The data below should be transcribed in full, with no picture included.
(Beginning of RECORDS PROVIDED)
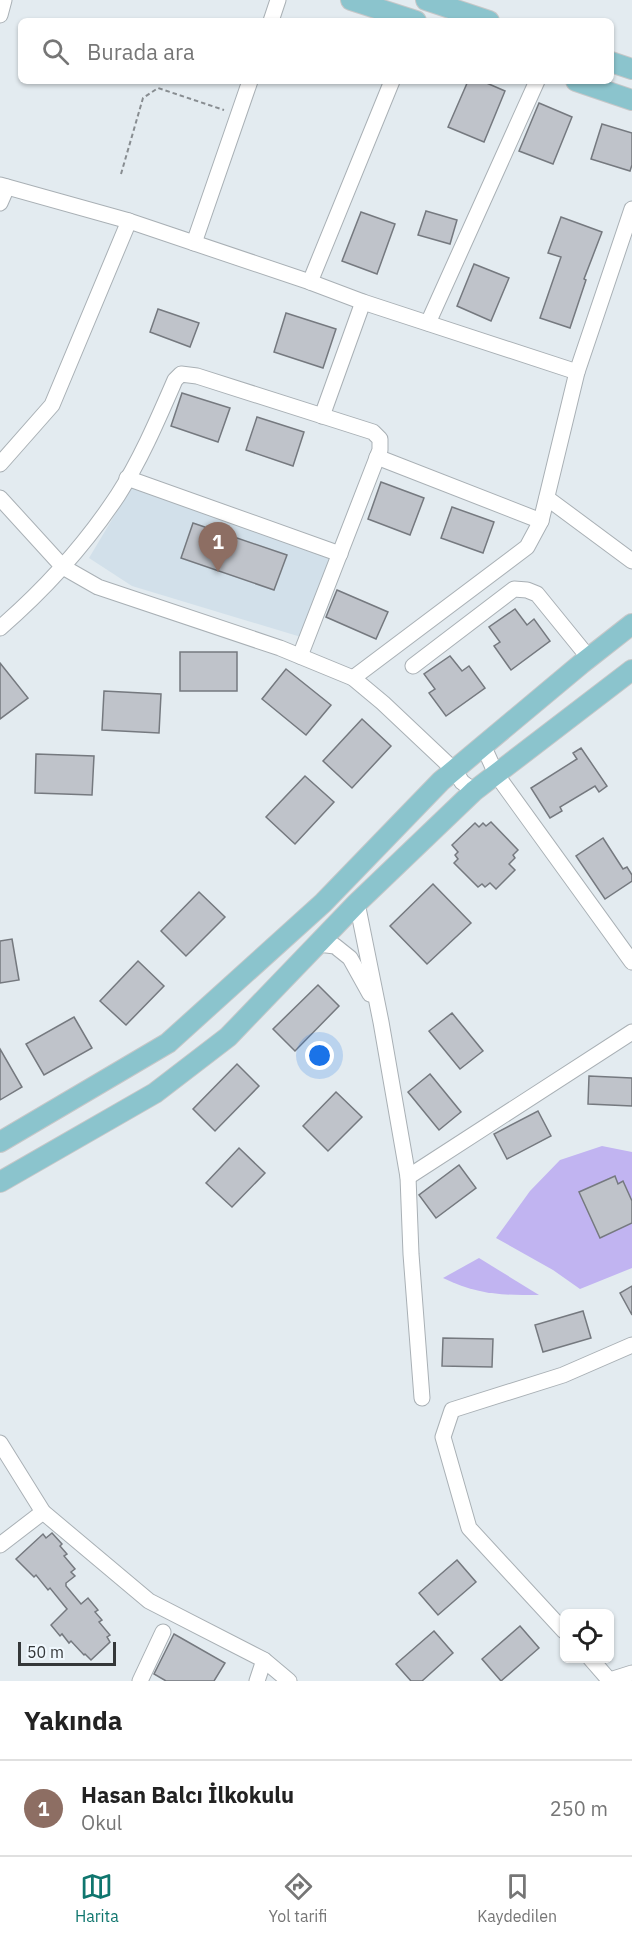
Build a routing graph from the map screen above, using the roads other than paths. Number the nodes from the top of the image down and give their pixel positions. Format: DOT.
graph roads {
  1 [pos="4,0"];
  2 [pos="278,0"];
  3 [pos="351,0"];
  4 [pos="426,0"];
  5 [pos="0,15"];
  6 [pos="272,18"];
  7 [pos="407,18"];
  8 [pos="480,18"];
  9 [pos="614,63"];
  10 [pos="632,69"];
  11 [pos="249,84"];
  12 [pos="391,84"];
  13 [pos="536,84"];
  14 [pos="585,84"];
  15 [pos="632,100"];
  16 [pos="3,186"];
  17 [pos="0,204"];
  18 [pos="632,208"];
  19 [pos="129,221"];
  20 [pos="194,243"];
  21 [pos="625,252"];
  22 [pos="310,282"];
  23 [pos="363,302"];
  24 [pos="428,323"];
  25 [pos="577,372"];
  26 [pos="322,416"];
  27 [pos="377,457"];
  28 [pos="0,464"];
  29 [pos="127,478"];
  30 [pos="0,498"];
  31 [pos="547,498"];
  32 [pos="542,521"];
  33 [pos="340,554"];
  34 [pos="632,561"];
  35 [pos="63,567"];
  36 [pos="632,624"];
  37 [pos="0,628"];
  38 [pos="300,656"];
  39 [pos="589,658"];
  40 [pos="413,666"];
  41 [pos="632,670"];
  42 [pos="353,678"];
  43 [pos="480,748"];
  44 [pos="454,770"];
  45 [pos="496,774"];
  46 [pos="474,790"];
  47 [pos="357,903"];
  48 [pos="318,944"];
  49 [pos="632,962"];
  50 [pos="381,1022"];
  51 [pos="632,1032"];
  52 [pos="0,1142"];
  53 [pos="408,1177"];
  54 [pos="0,1182"];
  55 [pos="632,1345"];
  56 [pos="422,1398"];
  57 [pos="0,1443"];
  58 [pos="44,1512"];
  59 [pos="0,1545"];
  60 [pos="560,1627"];
  61 [pos="163,1632"];
  62 [pos="264,1660"];
  63 [pos="594,1663"];
  64 [pos="632,1673"];
  65 [pos="140,1681"];
  66 [pos="257,1681"];
  67 [pos="289,1681"];
  68 [pos="610,1681"];
  1 -- 5 [label="street"];
  2 -- 6 [label="street"];
  3 -- 7 [label="main road"];
  4 -- 8 [label="main road"];
  9 -- 10 [label="main road"];
  11 -- 20 [label="street"];
  12 -- 22 [label="street"];
  13 -- 24 [label="street"];
  14 -- 15 [label="main road"];
  16 -- 17 [label="street"];
  16 -- 19 [label="street"];
  18 -- 21 [label="street"];
  19 -- 20 [label="street"];
  19 -- 28 [label="street"];
  20 -- 22 [label="street"];
  21 -- 25 [label="street"];
  22 -- 23 [label="street"];
  23 -- 24 [label="street"];
  23 -- 26 [label="street"];
  24 -- 25 [label="street"];
  25 -- 31 [label="street"];
  26 -- 27 [label="street"];
  26 -- 29 [label="street"];
  27 -- 32 [label="street"];
  27 -- 33 [label="street"];
  29 -- 33 [label="street"];
  29 -- 35 [label="street"];
  30 -- 35 [label="street"];
  31 -- 32 [label="street"];
  31 -- 34 [label="street"];
  32 -- 42 [label="street"];
  33 -- 38 [label="street"];
  35 -- 37 [label="street"];
  35 -- 38 [label="street"];
  36 -- 39 [label="main road"];
  38 -- 42 [label="street"];
  39 -- 40 [label="street"];
  39 -- 43 [label="main road"];
  41 -- 45 [label="main road"];
  42 -- 44 [label="street"];
  43 -- 44 [label="main road"];
  43 -- 45 [label="street"];
  44 -- 46 [label="street"];
  44 -- 52 [label="main road"];
  45 -- 46 [label="main road"];
  45 -- 49 [label="street"];
  46 -- 47 [label="main road"];
  47 -- 48 [label="main road"];
  47 -- 50 [label="street"];
  48 -- 50 [label="street"];
  48 -- 54 [label="main road"];
  50 -- 53 [label="street"];
  51 -- 53 [label="street"];
  53 -- 56 [label="street"];
  55 -- 60 [label="street"];
  57 -- 58 [label="street"];
  58 -- 59 [label="street"];
  58 -- 62 [label="street"];
  61 -- 65 [label="street"];
  62 -- 66 [label="street"];
  62 -- 67 [label="street"];
  63 -- 68 [label="street"];
  64 -- 68 [label="street"];
}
(End of RECORDS PROVIDED)
EXERCISE SOLUTION =
Build a routing graph from the map screen above, using the roads other than paths. Number the nodes from the top of the image down and give their pixel positions. Format: DOT.
graph roads {
  1 [pos="4,0"];
  2 [pos="278,0"];
  3 [pos="351,0"];
  4 [pos="426,0"];
  5 [pos="0,15"];
  6 [pos="272,18"];
  7 [pos="407,18"];
  8 [pos="480,18"];
  9 [pos="614,63"];
  10 [pos="632,69"];
  11 [pos="249,84"];
  12 [pos="391,84"];
  13 [pos="536,84"];
  14 [pos="585,84"];
  15 [pos="632,100"];
  16 [pos="3,186"];
  17 [pos="0,204"];
  18 [pos="632,208"];
  19 [pos="129,221"];
  20 [pos="194,243"];
  21 [pos="625,252"];
  22 [pos="310,282"];
  23 [pos="363,302"];
  24 [pos="428,323"];
  25 [pos="577,372"];
  26 [pos="322,416"];
  27 [pos="377,457"];
  28 [pos="0,464"];
  29 [pos="127,478"];
  30 [pos="0,498"];
  31 [pos="547,498"];
  32 [pos="542,521"];
  33 [pos="340,554"];
  34 [pos="632,561"];
  35 [pos="63,567"];
  36 [pos="632,624"];
  37 [pos="0,628"];
  38 [pos="300,656"];
  39 [pos="589,658"];
  40 [pos="413,666"];
  41 [pos="632,670"];
  42 [pos="353,678"];
  43 [pos="480,748"];
  44 [pos="454,770"];
  45 [pos="496,774"];
  46 [pos="474,790"];
  47 [pos="357,903"];
  48 [pos="318,944"];
  49 [pos="632,962"];
  50 [pos="381,1022"];
  51 [pos="632,1032"];
  52 [pos="0,1142"];
  53 [pos="408,1177"];
  54 [pos="0,1182"];
  55 [pos="632,1345"];
  56 [pos="422,1398"];
  57 [pos="0,1443"];
  58 [pos="44,1512"];
  59 [pos="0,1545"];
  60 [pos="560,1627"];
  61 [pos="163,1632"];
  62 [pos="264,1660"];
  63 [pos="594,1663"];
  64 [pos="632,1673"];
  65 [pos="140,1681"];
  66 [pos="257,1681"];
  67 [pos="289,1681"];
  68 [pos="610,1681"];
  1 -- 5 [label="street"];
  2 -- 6 [label="street"];
  3 -- 7 [label="main road"];
  4 -- 8 [label="main road"];
  9 -- 10 [label="main road"];
  11 -- 20 [label="street"];
  12 -- 22 [label="street"];
  13 -- 24 [label="street"];
  14 -- 15 [label="main road"];
  16 -- 17 [label="street"];
  16 -- 19 [label="street"];
  18 -- 21 [label="street"];
  19 -- 20 [label="street"];
  19 -- 28 [label="street"];
  20 -- 22 [label="street"];
  21 -- 25 [label="street"];
  22 -- 23 [label="street"];
  23 -- 24 [label="street"];
  23 -- 26 [label="street"];
  24 -- 25 [label="street"];
  25 -- 31 [label="street"];
  26 -- 27 [label="street"];
  26 -- 29 [label="street"];
  27 -- 32 [label="street"];
  27 -- 33 [label="street"];
  29 -- 33 [label="street"];
  29 -- 35 [label="street"];
  30 -- 35 [label="street"];
  31 -- 32 [label="street"];
  31 -- 34 [label="street"];
  32 -- 42 [label="street"];
  33 -- 38 [label="street"];
  35 -- 37 [label="street"];
  35 -- 38 [label="street"];
  36 -- 39 [label="main road"];
  38 -- 42 [label="street"];
  39 -- 40 [label="street"];
  39 -- 43 [label="main road"];
  41 -- 45 [label="main road"];
  42 -- 44 [label="street"];
  43 -- 44 [label="main road"];
  43 -- 45 [label="street"];
  44 -- 46 [label="street"];
  44 -- 52 [label="main road"];
  45 -- 46 [label="main road"];
  45 -- 49 [label="street"];
  46 -- 47 [label="main road"];
  47 -- 48 [label="main road"];
  47 -- 50 [label="street"];
  48 -- 50 [label="street"];
  48 -- 54 [label="main road"];
  50 -- 53 [label="street"];
  51 -- 53 [label="street"];
  53 -- 56 [label="street"];
  55 -- 60 [label="street"];
  57 -- 58 [label="street"];
  58 -- 59 [label="street"];
  58 -- 62 [label="street"];
  61 -- 65 [label="street"];
  62 -- 66 [label="street"];
  62 -- 67 [label="street"];
  63 -- 68 [label="street"];
  64 -- 68 [label="street"];
}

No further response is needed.